### Work to be completed
Every line in the records below with the string "Right" needs to be copied out.

----- Recorded data

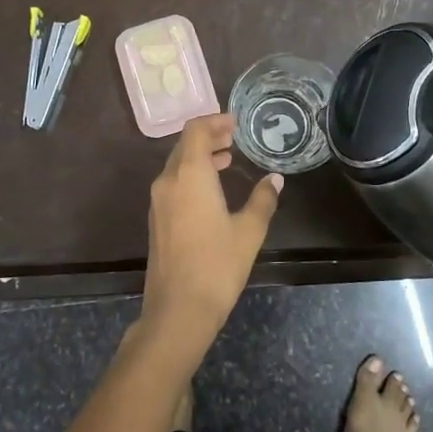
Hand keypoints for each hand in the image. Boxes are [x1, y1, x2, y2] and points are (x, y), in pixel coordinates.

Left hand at [140, 114, 282, 365]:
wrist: (178, 310)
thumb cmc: (217, 265)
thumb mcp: (249, 230)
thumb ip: (263, 199)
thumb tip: (275, 179)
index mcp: (189, 174)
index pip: (195, 130)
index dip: (215, 121)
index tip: (236, 123)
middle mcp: (168, 181)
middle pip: (184, 145)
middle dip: (209, 137)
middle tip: (234, 137)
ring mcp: (158, 201)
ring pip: (177, 164)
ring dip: (200, 156)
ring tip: (227, 158)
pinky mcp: (157, 219)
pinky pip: (173, 183)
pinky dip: (191, 175)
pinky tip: (212, 189)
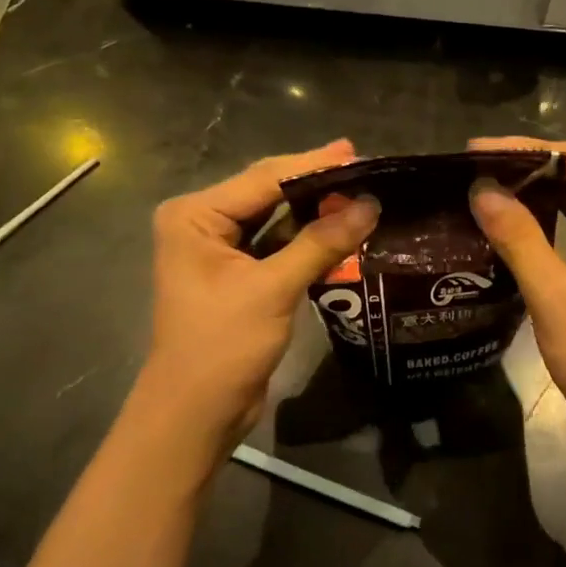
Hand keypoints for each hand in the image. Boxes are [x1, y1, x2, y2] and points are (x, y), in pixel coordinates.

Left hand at [129, 141, 378, 463]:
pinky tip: (343, 228)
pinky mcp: (239, 275)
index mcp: (195, 215)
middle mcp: (203, 223)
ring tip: (362, 192)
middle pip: (269, 192)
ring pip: (277, 218)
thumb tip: (370, 204)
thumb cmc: (222, 345)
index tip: (357, 152)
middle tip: (366, 168)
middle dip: (316, 183)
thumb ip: (321, 242)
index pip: (263, 178)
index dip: (313, 165)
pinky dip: (309, 239)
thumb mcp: (273, 289)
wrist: (196, 413)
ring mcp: (220, 250)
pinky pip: (279, 245)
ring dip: (316, 211)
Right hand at [468, 137, 565, 451]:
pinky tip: (515, 220)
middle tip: (475, 169)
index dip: (528, 149)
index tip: (477, 152)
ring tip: (487, 188)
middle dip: (531, 168)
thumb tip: (481, 190)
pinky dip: (551, 219)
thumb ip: (519, 237)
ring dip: (539, 192)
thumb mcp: (555, 296)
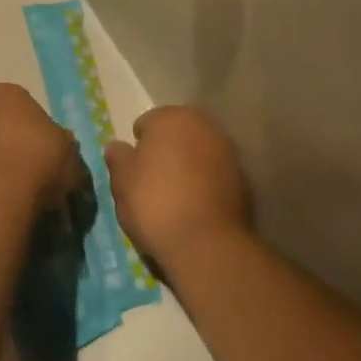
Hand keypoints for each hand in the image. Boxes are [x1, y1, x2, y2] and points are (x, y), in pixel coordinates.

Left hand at [0, 84, 86, 215]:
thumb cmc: (38, 162)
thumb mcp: (70, 153)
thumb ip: (63, 145)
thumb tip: (60, 148)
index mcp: (7, 93)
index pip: (27, 106)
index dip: (40, 130)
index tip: (49, 153)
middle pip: (2, 125)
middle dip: (15, 144)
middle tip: (34, 171)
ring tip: (17, 191)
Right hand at [105, 106, 251, 269]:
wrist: (205, 242)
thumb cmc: (154, 202)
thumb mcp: (122, 181)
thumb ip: (118, 158)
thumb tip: (117, 147)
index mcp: (172, 118)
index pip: (148, 122)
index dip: (138, 145)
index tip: (133, 169)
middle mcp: (204, 126)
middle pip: (177, 134)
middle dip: (166, 150)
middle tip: (152, 180)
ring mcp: (228, 151)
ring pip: (198, 153)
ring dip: (187, 165)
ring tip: (174, 195)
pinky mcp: (243, 178)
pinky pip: (214, 174)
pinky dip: (205, 183)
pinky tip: (194, 206)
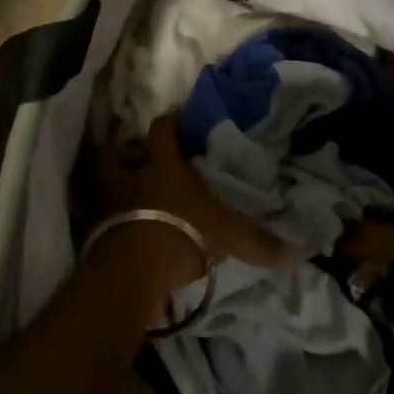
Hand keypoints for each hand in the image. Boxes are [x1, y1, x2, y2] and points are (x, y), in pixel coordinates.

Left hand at [74, 112, 295, 296]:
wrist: (132, 273)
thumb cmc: (181, 233)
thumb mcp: (228, 237)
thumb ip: (259, 242)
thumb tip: (297, 254)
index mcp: (162, 165)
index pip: (162, 129)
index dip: (169, 122)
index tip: (177, 119)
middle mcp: (131, 177)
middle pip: (114, 153)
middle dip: (119, 152)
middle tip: (131, 155)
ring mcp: (108, 206)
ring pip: (101, 186)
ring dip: (109, 189)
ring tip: (123, 196)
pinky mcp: (96, 236)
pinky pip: (100, 222)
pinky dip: (107, 225)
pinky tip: (119, 233)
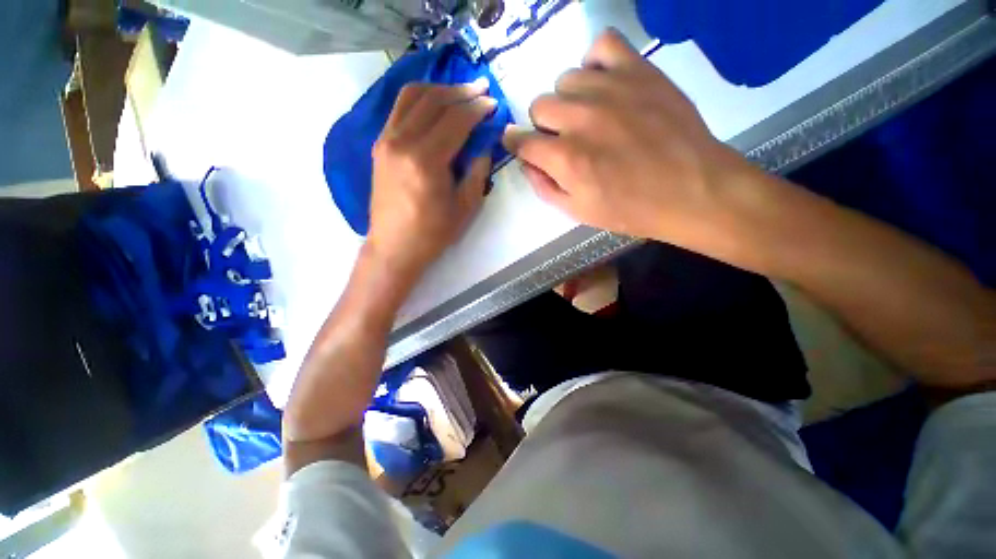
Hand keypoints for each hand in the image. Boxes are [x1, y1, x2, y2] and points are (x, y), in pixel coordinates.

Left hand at [367, 79, 495, 279]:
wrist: (393, 246)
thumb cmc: (432, 233)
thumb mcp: (465, 207)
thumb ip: (477, 171)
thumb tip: (484, 145)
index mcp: (425, 161)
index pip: (455, 120)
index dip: (477, 108)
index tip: (493, 104)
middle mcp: (401, 142)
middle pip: (433, 100)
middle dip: (461, 91)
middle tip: (481, 89)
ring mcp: (385, 140)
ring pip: (412, 96)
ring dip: (439, 89)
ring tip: (460, 92)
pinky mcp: (379, 145)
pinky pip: (399, 109)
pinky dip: (420, 99)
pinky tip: (435, 105)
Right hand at [504, 29, 759, 261]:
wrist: (691, 190)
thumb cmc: (630, 209)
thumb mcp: (578, 212)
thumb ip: (544, 188)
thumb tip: (526, 163)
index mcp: (565, 159)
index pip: (520, 140)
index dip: (516, 144)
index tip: (521, 146)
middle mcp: (581, 119)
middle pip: (539, 106)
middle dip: (545, 126)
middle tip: (565, 140)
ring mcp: (610, 89)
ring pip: (565, 80)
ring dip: (570, 100)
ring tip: (590, 117)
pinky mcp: (638, 70)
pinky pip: (601, 45)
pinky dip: (595, 63)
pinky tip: (604, 85)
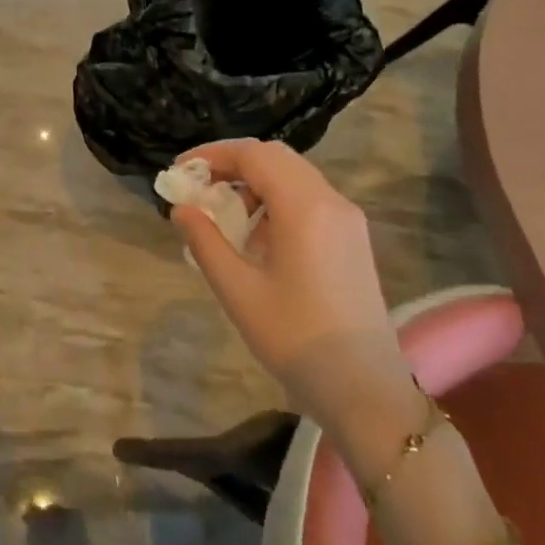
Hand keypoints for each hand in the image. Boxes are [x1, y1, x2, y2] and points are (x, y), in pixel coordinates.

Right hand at [171, 140, 422, 477]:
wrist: (365, 390)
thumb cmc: (295, 338)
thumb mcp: (237, 289)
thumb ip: (204, 241)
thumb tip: (181, 208)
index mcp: (305, 207)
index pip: (253, 155)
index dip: (212, 155)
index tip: (180, 172)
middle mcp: (331, 201)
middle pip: (275, 157)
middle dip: (232, 163)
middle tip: (198, 187)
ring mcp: (347, 219)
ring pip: (293, 175)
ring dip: (254, 181)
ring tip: (222, 214)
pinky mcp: (352, 238)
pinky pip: (308, 198)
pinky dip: (275, 200)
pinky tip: (255, 235)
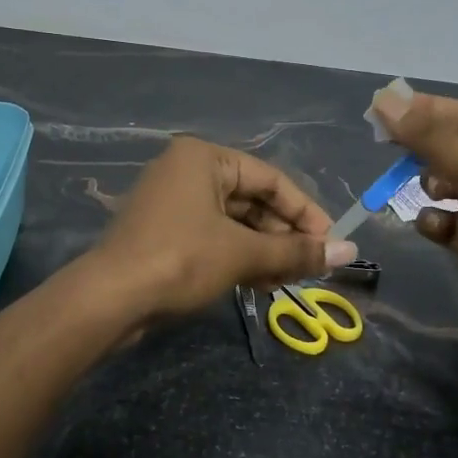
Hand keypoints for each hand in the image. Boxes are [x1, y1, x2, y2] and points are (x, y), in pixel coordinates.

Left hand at [88, 137, 358, 319]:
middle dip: (283, 236)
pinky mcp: (164, 232)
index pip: (271, 179)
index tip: (330, 244)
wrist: (108, 300)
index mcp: (204, 158)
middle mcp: (187, 171)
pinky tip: (258, 284)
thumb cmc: (179, 260)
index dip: (306, 212)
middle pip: (252, 200)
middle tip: (310, 268)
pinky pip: (213, 237)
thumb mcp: (242, 254)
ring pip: (234, 222)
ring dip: (263, 251)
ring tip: (286, 282)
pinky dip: (238, 257)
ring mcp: (172, 202)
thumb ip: (296, 251)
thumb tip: (349, 251)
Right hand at [374, 88, 457, 352]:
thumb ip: (429, 137)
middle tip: (391, 149)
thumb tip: (384, 100)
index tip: (384, 110)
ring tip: (429, 192)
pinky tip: (432, 226)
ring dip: (434, 187)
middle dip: (430, 152)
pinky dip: (439, 222)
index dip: (429, 111)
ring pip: (456, 186)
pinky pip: (454, 223)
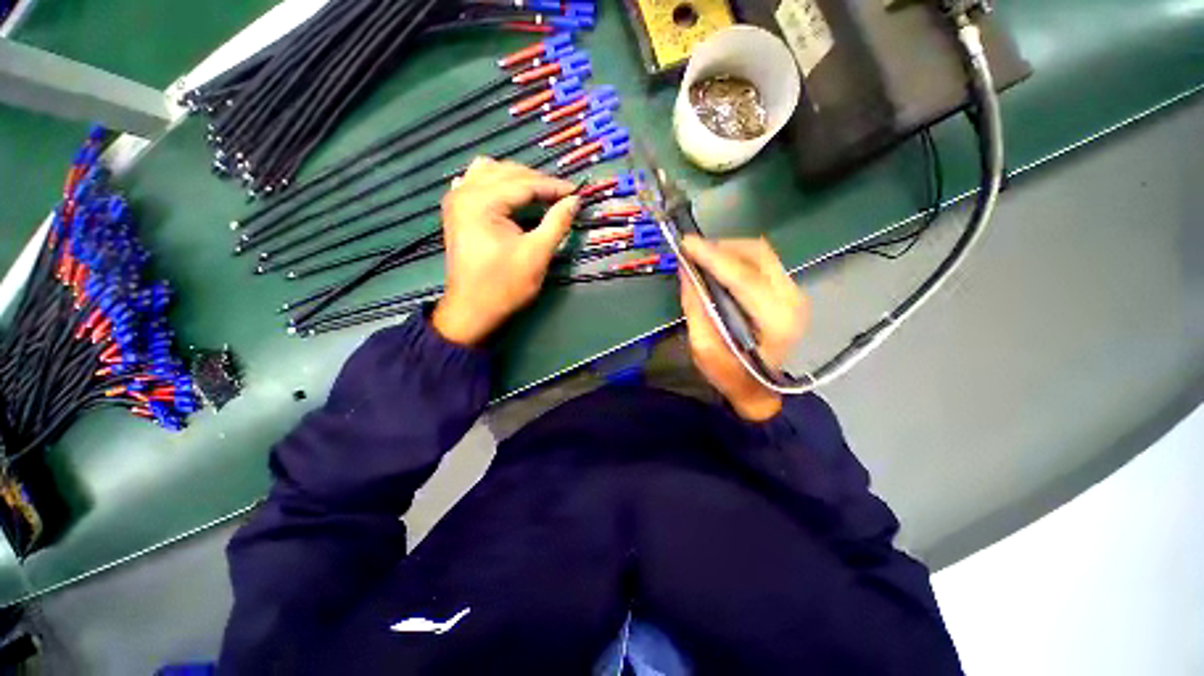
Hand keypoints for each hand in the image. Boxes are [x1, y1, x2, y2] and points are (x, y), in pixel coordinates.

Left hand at [432, 157, 578, 345]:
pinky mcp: (457, 211)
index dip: (553, 186)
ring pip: (491, 172)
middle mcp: (464, 192)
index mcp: (481, 201)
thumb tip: (575, 201)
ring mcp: (457, 200)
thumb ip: (557, 223)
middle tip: (564, 196)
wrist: (472, 310)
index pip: (524, 183)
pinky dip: (498, 184)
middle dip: (538, 182)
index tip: (577, 192)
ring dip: (518, 179)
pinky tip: (510, 195)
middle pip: (508, 173)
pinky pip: (478, 182)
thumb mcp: (536, 254)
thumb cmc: (505, 286)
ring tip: (540, 194)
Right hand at [679, 236, 808, 420]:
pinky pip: (762, 262)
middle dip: (721, 248)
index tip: (686, 244)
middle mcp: (793, 300)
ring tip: (703, 258)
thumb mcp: (703, 348)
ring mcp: (795, 293)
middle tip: (693, 252)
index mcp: (775, 321)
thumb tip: (686, 272)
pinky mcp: (789, 290)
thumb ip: (695, 308)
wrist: (760, 388)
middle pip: (758, 255)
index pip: (744, 278)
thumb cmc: (730, 375)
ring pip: (761, 253)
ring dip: (729, 250)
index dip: (713, 257)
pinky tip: (720, 267)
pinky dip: (738, 258)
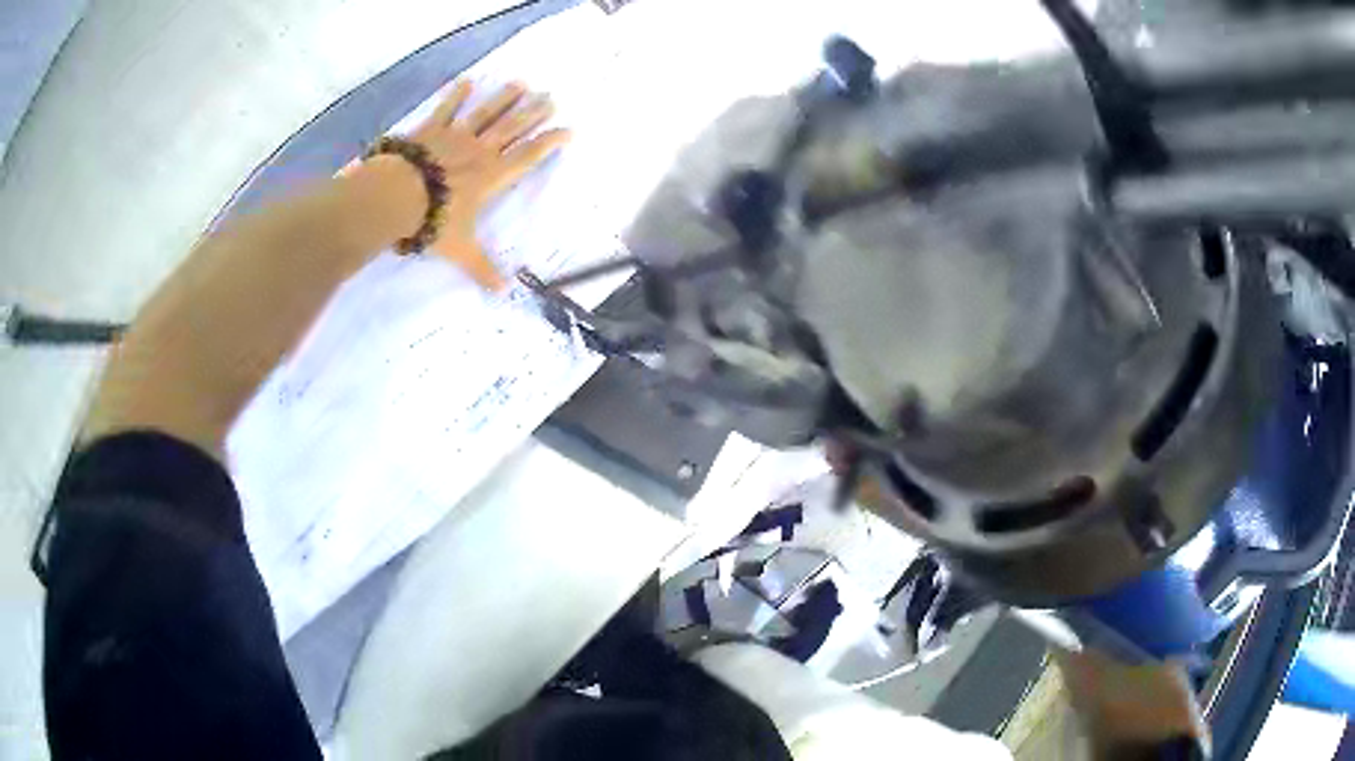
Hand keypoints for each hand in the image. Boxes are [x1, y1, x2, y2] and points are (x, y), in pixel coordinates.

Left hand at [411, 81, 570, 289]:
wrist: (396, 196)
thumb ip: (481, 267)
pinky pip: (447, 109)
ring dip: (504, 99)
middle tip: (549, 97)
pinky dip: (457, 95)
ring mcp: (456, 137)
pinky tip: (467, 81)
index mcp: (492, 177)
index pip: (528, 157)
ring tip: (520, 83)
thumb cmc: (433, 220)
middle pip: (512, 128)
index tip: (567, 129)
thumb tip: (503, 293)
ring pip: (486, 114)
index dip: (549, 143)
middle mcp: (480, 151)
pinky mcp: (432, 130)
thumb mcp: (460, 249)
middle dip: (533, 113)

----------

### Solution below
Right hand at [468, 137, 565, 451]:
Right hand at [105, 106, 251, 269]:
Right hand at [504, 29, 759, 261]:
Right hand at [171, 140, 422, 477]:
Right hand at [374, 88, 457, 352]:
Right hand at [679, 236, 808, 420]:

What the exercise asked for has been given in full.